Exercises


  1. In each part, determine if it is possible for the two triangles described to be similar.
    1. Two of the angles in \(\triangle ABC\) have measures of \(60^{\circ}\) and \(70^{\circ}\). Two angles in \(\triangle EFG\) have measures of \(50^{\circ}\) and \(80^{\circ}\).
    2. Two of the angles in \(\triangle XYZ\) have measures of \(45^{\circ}\) and \(75^{\circ}\). Two angles in \(\triangle PQR\) have measures of \(60^{\circ}\) and \(45^{\circ}\).
  2. The side lengths of \(\triangle ABC\) are \(3\) cm, \(5\) cm, and \(6\) cm. The side lengths of \(\triangle PQR\) are \(30\) cm, \(18\) cm, and \(36\) cm (in some order).  Is it possible that  \(\triangle ABC\) is similar to \(\triangle PQR\)? If so, determine the scale factor.
  3. Explain how you know that the two triangles in each diagram are similar.
    1. Two triangles that lie on a straight line and both have a 90 degree angle. One triangle has a 40 degree angle and the other has a 50 degree angle marked.
    2. Notice \(\overline{JP} = 3.5\) m, \(\overline{JW} = 4\) m, \(\overline{WP} = 5\) m, \(\overline{WQ} = 12.8\) m, \(\overline{BQ} = 11.2\) m, and \(\overline{BW} = 16\) m.
    3. The triangle DHE and DGF share an angle D. Angle DHE is 71 degrees and angle DFG is 71 degrees.
  4. Natalka's garden is in the shape of a right isosceles triangle as shown. The identical side lengths are \(3.4\) m long.

    Garden - Good_Stock/iStock/Getty Images

    If the garden is enlarged to a similar triangle with a scale factor of \(2\), then what is the area of the enlarged garden?
  5. The following triangle is divided into nine equilateral triangles with side length \(1\) as shown in the diagram.
    1. You can find many triangles of different sizes in the diagram above. Determine the total number of similar triangles found in the diagram.
    2. Show that all triangles found in this diagram are similar.
  6. In each part, locate a pair of similar triangles in the diagram and use this fact to find the value of \(x\).
    1. We are given \(\overline{MC} = 3\) cm, \(\overline{CE} = 6\) cm, \(\overline{DE} = 15\) cm, and \(\overline{BC} = x\) cm.
      Triangle MBC and triangle MED share angle M. Lengths MC equals MB and CE equals BD.
    2. We are given  \(\overline{ZY} = 5\) cm, \(\overline{WY} = 3\) cm, \(\overline{VY} = 3\) cm, and \(\overline{UV} = x\) cm.
      Triangle YZW and VZU share angle Z. Both triangles have right angles at angle Y and V.
    3. We are given \(\overline{PQ} = 4\) m, \(\overline{QS} = 3\) m, \(\overline{QR} = 2\) m, and \(\overline{ST} = x\) m.
      Triangle PQS and triangle PRT share angle P. There are right angles as angle Q and angle R.
  7. When a \(1.2\) m tall person stands \(20\) m from the base of a lamppost, the shadow of the person is \(2.5\) m long. 
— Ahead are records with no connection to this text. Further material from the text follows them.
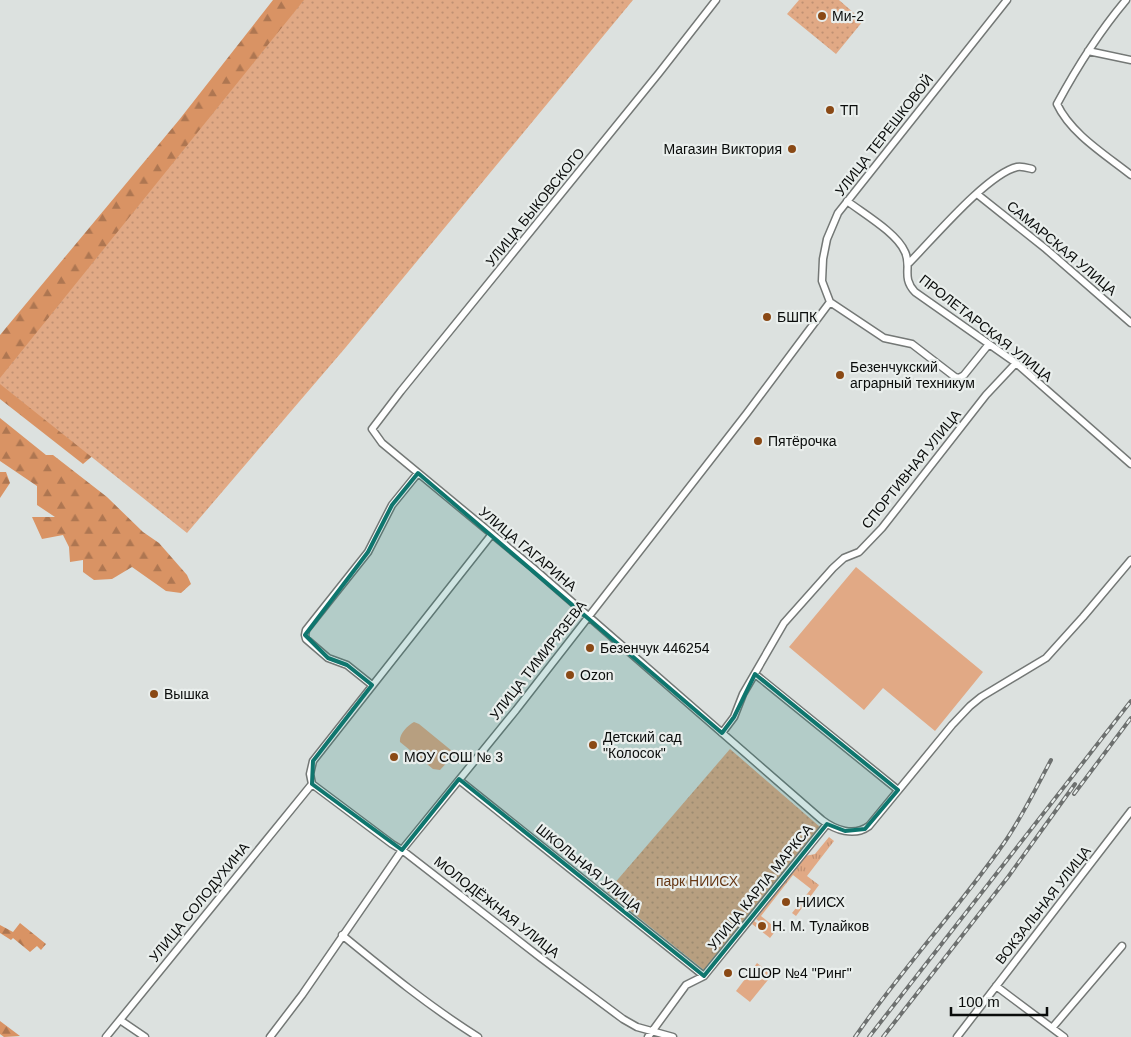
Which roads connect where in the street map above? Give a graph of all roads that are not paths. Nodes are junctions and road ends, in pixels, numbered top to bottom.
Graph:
1 (716, 0) edge
2 (1007, 0) edge
3 (1126, 0) edge
4 (1088, 51) junction
5 (1131, 60) edge
6 (1032, 170) dead end
7 (1131, 175) edge
8 (977, 194) junction
9 (847, 201) junction
10 (908, 264) junction
11 (830, 302) junction
12 (1131, 323) edge
13 (989, 344) junction
14 (1016, 363) junction
15 (372, 429) joint
16 (1131, 464) edge
17 (418, 473) junction
18 (492, 534) junction
19 (1131, 560) edge
20 (589, 616) junction
21 (755, 674) junction
22 (372, 685) junction
23 (722, 733) junction
24 (459, 780) junction
25 (312, 784) junction
26 (898, 790) junction
27 (1131, 811) edge
28 (828, 824) junction
29 (402, 850) junction
30 (342, 935) junction
31 (1122, 946) dead end
32 (704, 976) junction
33 (996, 986) junction
34 (120, 1020) junction
35 (1052, 1028) junction
36 (466, 1034) edge
37 (650, 1034) edge
38 (106, 1037) edge
39 (145, 1037) edge
40 (270, 1037) edge
41 (478, 1037) edge
42 (673, 1037) edge
43 (957, 1037) edge
44 (1064, 1037) edge

1 - 15 street, УЛИЦА БЫКОВСКОГО
2 - 9 street, УЛИЦА ТЕРЕШКОВОЙ
3 - 4 street
4 - 5 street
4 - 7 street
6 - 8 street
8 - 10 street
8 - 12 street, САМАРСКАЯ УЛИЦА
9 - 10 street, ПРОЛЕТАРСКАЯ УЛИЦА
9 - 11 street, УЛИЦА ТЕРЕШКОВОЙ
10 - 13 street, ПРОЛЕТАРСКАЯ УЛИЦА
11 - 13 street
11 - 20 street, УЛИЦА ТИМИРЯЗЕВА
13 - 14 street, ПРОЛЕТАРСКАЯ УЛИЦА
14 - 16 street, ПРОЛЕТАРСКАЯ УЛИЦА
14 - 21 street, СПОРТИВНАЯ УЛИЦА
15 - 17 street, УЛИЦА ГАГАРИНА
17 - 18 street, УЛИЦА ГАГАРИНА
17 - 22 street
18 - 20 street, УЛИЦА ГАГАРИНА
18 - 22 street
19 - 26 street, УЛИЦА КАРЛА МАРКСА
20 - 23 street, УЛИЦА ГАГАРИНА
20 - 24 street, УЛИЦА ТИМИРЯЗЕВА
21 - 23 street, СПОРТИВНАЯ УЛИЦА
21 - 26 street
22 - 25 street
23 - 28 street, УЛИЦА ГАГАРИНА
24 - 29 street, УЛИЦА ТИМИРЯЗЕВА
24 - 32 street, ШКОЛЬНАЯ УЛИЦА
25 - 29 street, МОЛОДЁЖНАЯ УЛИЦА
25 - 34 street, УЛИЦА СОЛОДУХИНА
26 - 28 street, УЛИЦА КАРЛА МАРКСА
27 - 33 street, ВОКЗАЛЬНАЯ УЛИЦА
28 - 32 street, УЛИЦА КАРЛА МАРКСА
29 - 30 street, УЛИЦА ТИМИРЯЗЕВА
29 - 37 street, МОЛОДЁЖНАЯ УЛИЦА
30 - 36 street
30 - 40 street, УЛИЦА ТИМИРЯЗЕВА
31 - 35 street
32 - 37 street, УЛИЦА КАРЛА МАРКСА
33 - 35 street
33 - 43 street, ВОКЗАЛЬНАЯ УЛИЦА
34 - 38 street, УЛИЦА СОЛОДУХИНА
34 - 39 street
35 - 44 street
36 - 41 street
37 - 42 street, МОЛОДЁЖНАЯ УЛИЦА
    Sources: Street Post - S-S-S/iStock/Getty Images; Person - leremy/iStock/Getty Images

    Use similar triangles to determine the height of the lamppost.
  8. A laser is located at point \(L\) in a rectangular room \(ABCD\) as shown.
    Rectangle ABCD where point P is on the line segment AB. Angle APL and angle BPC are equal.
    Point \(L\) is located \(2\) m below wall \(\overline{AB}\) and \(3\) m to the right of wall \(\overline{AD}\). The goal is to bounce the laser off of the mirrored wall \(\overline{AB}\), at point \(P\), so that the laser beam hits corner \(C\) after rebounding. The laser beam will bounce off of the wall so that \(\angle LPA= \angle CPB\). Describe where \(P\) must be located in order for this to occur.